Savannah Barry, a 16-year-old diabetic, is criticizing the TSA after an agent incorrectly instructed her to walk through a body scanner despite the fact she was wearing an expensive insulin pump. The pump stopped working shortly after the security check.

The TSA website provides the following guidance to diabetic travelers: "If you are concerned or uncomfortable about going through the walk-through metal detector with your insulin pump, notify the Security Officer that you...would like a full-body pat-down." Barry followed those instructions last week as she tried to catch a flight out of Salt Lake City, but she was asked to walk through a body scanner anyway.

"When someone in a position of authority tells you it is -- you think that its right," Barry told ABC 4 Salt Lake City. "So, I said, 'Are you sure I can go through with the pump? It's not going to hurt the pump?' And she said, 'No, no you're fine.'"

Then the pump stopped working.

The girl's mother, Sandra Barry, quickly called the manufacturer of the pump, which couldn't guarantee that it wasn't damaged during the screening process, reports MSNBC. She was told to disconnect from the pump immediately after arriving home in Colorado, where she switched to insulin shots.

Ironically, ABC reports that Barry ended up getting patted down and having her bags searched anyway because screeners needed to inspect her insulin and packages of juice.

"When they saw her juice, they panicked and they didn’t know what to do," Sandra Barry told ABC 7 Denver. "A diabetic is going to need a source of sugar, preferably liquid. I can assure you she’s not going to blow up a 737 with an insulin pump and three Capri Sun Juice(s)."

This incident highlights the need for TSA agents to be better educated in order to to deal with those who need medically necessitated pat downs, according to Barry, who has filed a formal complaint.

“It’s not a one-time thing and we’re going to keep putting the pressure on them,” she told MSNBC.

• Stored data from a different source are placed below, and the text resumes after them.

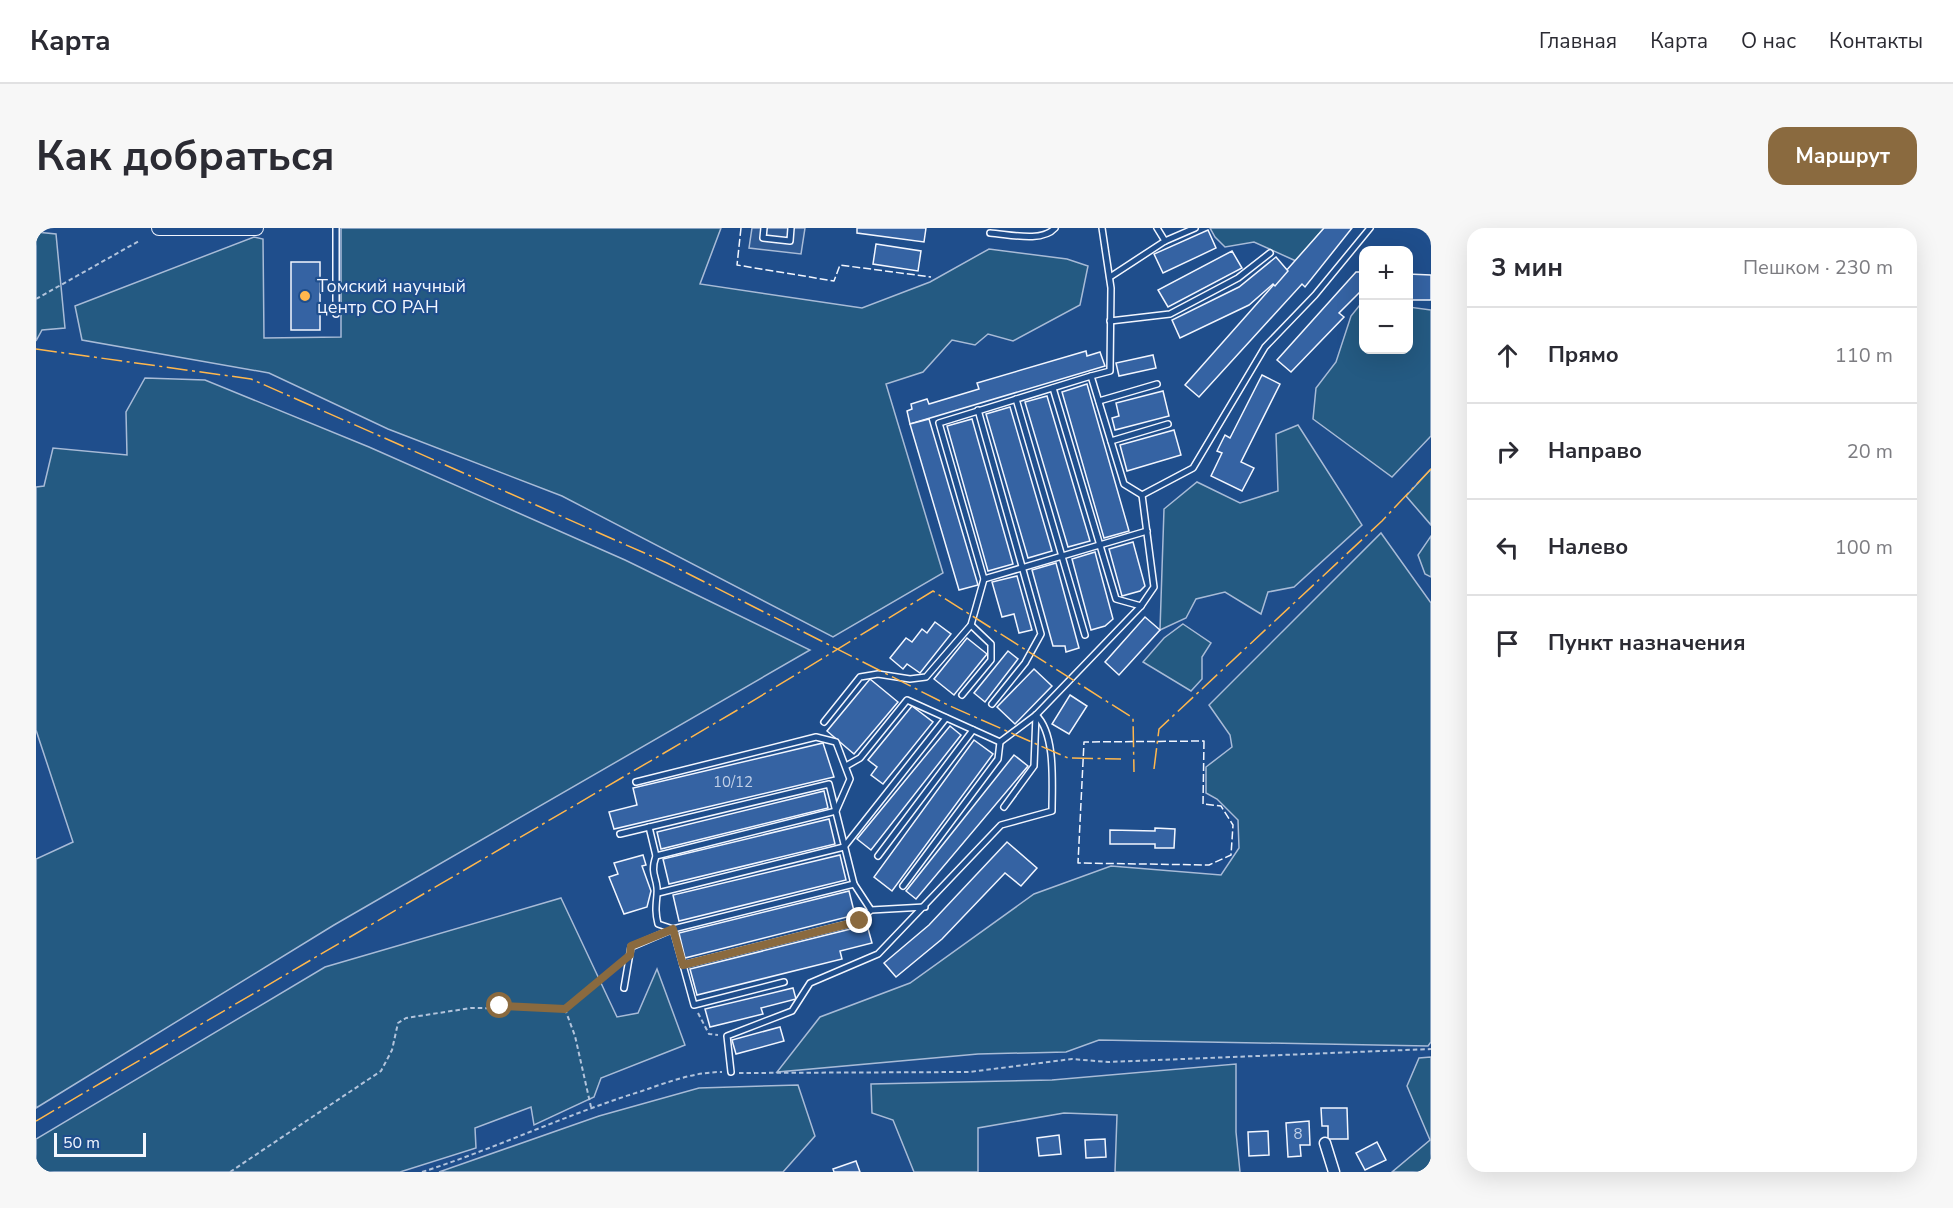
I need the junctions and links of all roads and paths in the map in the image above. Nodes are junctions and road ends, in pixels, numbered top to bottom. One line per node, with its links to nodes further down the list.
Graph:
1 (159, 228): 11 (street)
2 (256, 228): 11 (street)
3 (336, 228): 18 (lane)
4 (764, 228): 5 (lane)
5 (791, 228)
6 (1055, 228): 12 (lane)
7 (1102, 228): 16 (lane)
8 (1157, 228): 14 (lane)
9 (1195, 228): 14 (lane)
10 (1370, 228): 28 (lane)
11 (179, 229)
12 (990, 233)
13 (139, 240): 17 (path)
14 (1165, 241): 16 (lane)
15 (1270, 253): 19 (lane)
16 (1110, 277): 19 (lane)
17 (36, 299)
18 (336, 314)
19 (1110, 321): 20 (lane)
20 (1091, 376): 22 (lane); 24 (lane)
21 (1157, 384): 24 (lane)
22 (1053, 387): 23 (lane); 30 (lane)
23 (1016, 399): 25 (lane); 31 (lane)
24 (1099, 400): 27 (lane)
25 (978, 410): 32 (lane); 33 (lane)
26 (1168, 424): 27 (lane)
27 (1111, 441): 28 (lane)
28 (1142, 495): 29 (lane)
29 (1147, 531): 30 (lane); 34 (lane)
30 (1101, 544): 31 (lane); 34 (lane)
31 (1062, 556): 32 (lane); 36 (lane)
32 (1023, 567): 33 (lane); 38 (lane)
33 (984, 579): 35 (lane)
34 (1141, 606): 39 (lane)
35 (971, 625): 37 (lane); 41 (lane)
36 (1085, 635)
37 (962, 695)
38 (992, 704)
39 (1036, 715): 43 (lane); 46 (lane); 56 (lane)
40 (946, 718): 42 (lane); 44 (lane); 50 (lane)
41 (824, 722)
42 (973, 730): 43 (lane); 52 (lane)
43 (1000, 742): 54 (lane)
44 (846, 766): 45 (lane); 47 (lane)
45 (636, 782)
46 (1004, 807)
47 (836, 811): 48 (lane); 50 (lane); 51 (lane)
48 (649, 827): 49 (lane); 51 (lane)
49 (620, 834)
50 (844, 847): 53 (lane); 55 (lane)
51 (656, 856): 55 (lane)
52 (878, 856)
53 (854, 884): 57 (lane); 58 (lane)
54 (903, 886)
55 (658, 893): 58 (lane)
56 (925, 907): 57 (lane); 65 (lane)
57 (870, 910): 60 (lane)
58 (673, 929): 59 (lane); 60 (lane)
59 (630, 955): 62 (lane); 64 (path)
60 (683, 965): 63 (lane)
61 (784, 982): 63 (lane)
62 (624, 988)
63 (694, 1005): 65 (path)
64 (565, 1009): 68 (path); 70 (path)
65 (727, 1036): 67 (lane)
66 (1431, 1049): 67 (path)
67 (731, 1072): 68 (path)
68 (591, 1107): 71 (path)
69 (1324, 1143): 72 (street)
70 (230, 1172)
71 (422, 1172)
72 (1334, 1172)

The TSA told HuffPost Travel in an e-mail: "Signage posted at security checkpoints informs passengers that advanced imaging technology screening is optional for all passengers, including those traveling with medical devices. The passenger has reached out to TSA regarding her screening experience and TSA has attempted to contact her in response."

Clarification: This piece has been edited for consistency to state that Barry went through a full-body scanner.